Entries provided:
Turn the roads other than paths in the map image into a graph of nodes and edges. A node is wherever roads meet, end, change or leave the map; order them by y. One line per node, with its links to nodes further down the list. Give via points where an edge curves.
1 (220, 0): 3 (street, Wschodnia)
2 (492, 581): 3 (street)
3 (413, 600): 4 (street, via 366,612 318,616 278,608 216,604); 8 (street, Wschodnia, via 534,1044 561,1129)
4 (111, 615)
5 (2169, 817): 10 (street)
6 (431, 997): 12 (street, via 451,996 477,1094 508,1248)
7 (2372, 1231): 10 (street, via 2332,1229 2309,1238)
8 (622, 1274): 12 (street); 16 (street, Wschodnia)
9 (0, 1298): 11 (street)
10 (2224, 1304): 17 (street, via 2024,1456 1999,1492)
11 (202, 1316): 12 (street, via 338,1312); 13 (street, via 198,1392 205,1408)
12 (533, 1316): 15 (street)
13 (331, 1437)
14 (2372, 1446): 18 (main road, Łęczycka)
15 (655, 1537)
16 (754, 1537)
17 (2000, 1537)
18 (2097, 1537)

Your instructions: Return every record in full, word for word.

Response box:
Turn the roads other than paths in the map image into a graph of nodes and edges. A node is wherever roads meet, end, change or leave the map; order them by y. One line per node, with its links to nodes further down the list. Give via points where an edge curves.
1 (220, 0): 3 (street, Wschodnia)
2 (492, 581): 3 (street)
3 (413, 600): 4 (street, via 366,612 318,616 278,608 216,604); 8 (street, Wschodnia, via 534,1044 561,1129)
4 (111, 615)
5 (2169, 817): 10 (street)
6 (431, 997): 12 (street, via 451,996 477,1094 508,1248)
7 (2372, 1231): 10 (street, via 2332,1229 2309,1238)
8 (622, 1274): 12 (street); 16 (street, Wschodnia)
9 (0, 1298): 11 (street)
10 (2224, 1304): 17 (street, via 2024,1456 1999,1492)
11 (202, 1316): 12 (street, via 338,1312); 13 (street, via 198,1392 205,1408)
12 (533, 1316): 15 (street)
13 (331, 1437)
14 (2372, 1446): 18 (main road, Łęczycka)
15 (655, 1537)
16 (754, 1537)
17 (2000, 1537)
18 (2097, 1537)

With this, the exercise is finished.